The earth quaked and the gods were afraid of the possible consequences of the sage's wrath.

Vasishtha now turned to the King and spoke gently: "It ill becomes you, King, to refuse having promised once. Born in the Ikshvaku line, you cannot do it. Having once said, 'I will do', you have no option but to do it. Failing, you will lose the merit of all your great gifts and deeds. Send Rama with the sage, and send Lakshmana too. You need have no fear for their safety, When they are protected by Viswamitra, no Rakshasa can hurt them. As the drink of the gods, shielded by the wheel of fire, so will Rama be by Viswamitra. You have no idea of Viswamitra's power; he is tapas in human form. Bravest of the brave and wisest of the wise, he is master of every weapon. In the three worlds there is not, and there will never be, any to equal him in martial or spiritual prowess. When he was king he obtained from the gods mastery of all weapons. He beholds the past, the present and the future. Then why does he want the princes, you may wonder. He can well take care himself of his yaga; but it is for the good of your sons that he has come here and appears to seek your help. Do not hesitate. Send your sons with him."

Listening to the wise Vasishtha, Dasaratha saw things clearly and made up his mind to send Rama and Lakshmana.

The two princes were then brought to the presence of the sage. The King, the Queen-Mothers and Vasishtha blessed them and sent them with Viswamitra.

A pleasant breeze wafted and flowers were strewn by the denizens of the heavens. Auspicious sounds were heard. Bow in hand, the two lads strode proudly on either side of the Sage.

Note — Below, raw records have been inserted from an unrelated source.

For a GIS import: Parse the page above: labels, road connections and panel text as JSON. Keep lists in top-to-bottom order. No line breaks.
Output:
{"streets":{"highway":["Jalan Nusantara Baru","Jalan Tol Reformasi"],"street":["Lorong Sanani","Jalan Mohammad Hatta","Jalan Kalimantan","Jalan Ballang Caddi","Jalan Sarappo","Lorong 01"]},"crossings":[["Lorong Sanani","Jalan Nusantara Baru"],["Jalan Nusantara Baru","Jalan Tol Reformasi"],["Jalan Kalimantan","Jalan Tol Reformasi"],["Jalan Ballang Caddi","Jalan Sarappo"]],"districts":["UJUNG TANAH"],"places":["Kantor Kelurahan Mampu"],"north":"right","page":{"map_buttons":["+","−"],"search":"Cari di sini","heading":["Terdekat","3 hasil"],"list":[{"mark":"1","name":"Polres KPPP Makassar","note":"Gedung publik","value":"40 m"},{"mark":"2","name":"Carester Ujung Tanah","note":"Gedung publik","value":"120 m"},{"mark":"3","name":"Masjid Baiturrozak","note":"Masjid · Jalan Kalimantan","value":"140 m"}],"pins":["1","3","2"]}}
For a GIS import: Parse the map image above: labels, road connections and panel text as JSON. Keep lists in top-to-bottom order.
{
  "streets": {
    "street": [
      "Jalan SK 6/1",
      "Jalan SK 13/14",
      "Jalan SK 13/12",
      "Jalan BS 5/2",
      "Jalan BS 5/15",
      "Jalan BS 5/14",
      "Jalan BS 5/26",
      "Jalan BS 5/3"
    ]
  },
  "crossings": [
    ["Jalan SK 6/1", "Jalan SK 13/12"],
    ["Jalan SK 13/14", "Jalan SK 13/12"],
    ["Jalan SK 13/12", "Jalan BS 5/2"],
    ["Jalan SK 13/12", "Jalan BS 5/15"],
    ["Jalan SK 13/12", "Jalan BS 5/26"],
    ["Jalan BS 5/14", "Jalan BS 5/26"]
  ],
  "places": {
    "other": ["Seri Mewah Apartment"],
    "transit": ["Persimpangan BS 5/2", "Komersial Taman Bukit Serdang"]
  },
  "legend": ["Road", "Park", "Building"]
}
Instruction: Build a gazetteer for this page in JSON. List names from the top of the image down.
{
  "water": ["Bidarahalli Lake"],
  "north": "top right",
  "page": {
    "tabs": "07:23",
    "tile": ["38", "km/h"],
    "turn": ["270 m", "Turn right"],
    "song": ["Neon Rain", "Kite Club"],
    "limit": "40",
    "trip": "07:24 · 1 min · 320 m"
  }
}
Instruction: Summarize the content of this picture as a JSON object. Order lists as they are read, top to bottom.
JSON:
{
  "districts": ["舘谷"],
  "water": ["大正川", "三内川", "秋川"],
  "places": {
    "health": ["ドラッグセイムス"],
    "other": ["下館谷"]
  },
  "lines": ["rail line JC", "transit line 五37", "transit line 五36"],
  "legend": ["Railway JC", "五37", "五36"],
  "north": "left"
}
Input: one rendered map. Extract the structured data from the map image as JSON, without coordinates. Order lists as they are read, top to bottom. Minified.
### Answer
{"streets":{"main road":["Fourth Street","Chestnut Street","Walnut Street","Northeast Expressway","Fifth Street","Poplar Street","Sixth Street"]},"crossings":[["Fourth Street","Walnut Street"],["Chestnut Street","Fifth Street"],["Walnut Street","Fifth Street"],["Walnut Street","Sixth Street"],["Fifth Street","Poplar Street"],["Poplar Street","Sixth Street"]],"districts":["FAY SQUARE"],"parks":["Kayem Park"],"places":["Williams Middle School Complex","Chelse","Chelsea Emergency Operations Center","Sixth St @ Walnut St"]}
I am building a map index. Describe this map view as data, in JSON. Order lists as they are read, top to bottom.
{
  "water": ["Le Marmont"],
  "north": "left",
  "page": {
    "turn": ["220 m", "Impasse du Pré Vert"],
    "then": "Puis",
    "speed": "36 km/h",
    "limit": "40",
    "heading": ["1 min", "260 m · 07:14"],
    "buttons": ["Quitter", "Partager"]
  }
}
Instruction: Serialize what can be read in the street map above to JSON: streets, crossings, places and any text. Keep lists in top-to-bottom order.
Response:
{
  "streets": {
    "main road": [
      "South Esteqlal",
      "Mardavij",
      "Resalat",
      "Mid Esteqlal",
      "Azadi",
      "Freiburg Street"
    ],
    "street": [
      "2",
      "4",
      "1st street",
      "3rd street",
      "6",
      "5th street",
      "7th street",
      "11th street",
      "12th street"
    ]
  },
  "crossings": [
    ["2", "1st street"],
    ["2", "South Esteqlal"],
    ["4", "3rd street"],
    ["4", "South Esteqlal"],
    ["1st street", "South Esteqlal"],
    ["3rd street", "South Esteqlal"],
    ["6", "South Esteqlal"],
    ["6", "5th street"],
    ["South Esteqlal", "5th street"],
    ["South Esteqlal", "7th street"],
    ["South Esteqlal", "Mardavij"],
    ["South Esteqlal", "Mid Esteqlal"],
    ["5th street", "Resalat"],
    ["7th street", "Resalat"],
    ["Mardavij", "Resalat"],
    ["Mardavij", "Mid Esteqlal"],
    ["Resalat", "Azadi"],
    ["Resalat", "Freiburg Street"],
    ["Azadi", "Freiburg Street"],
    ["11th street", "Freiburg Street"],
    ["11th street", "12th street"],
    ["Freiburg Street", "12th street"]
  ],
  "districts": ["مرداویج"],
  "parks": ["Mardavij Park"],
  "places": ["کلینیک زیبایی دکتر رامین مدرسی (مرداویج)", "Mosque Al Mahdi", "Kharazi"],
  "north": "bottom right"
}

Valmiki and Kamban revel in this picture of the two handsome princes marching out to their first adventure under the guardianship of a great rishi who had also been a renowned warrior a teacher who could create a new world; and beside him, head erect, two princely pupils born to end the Rakshasa race.

With swords of victory hanging from their waists, bows and quivers mounted on strong shoulders, they moved, each like a three-headed cobra with uplifted hood.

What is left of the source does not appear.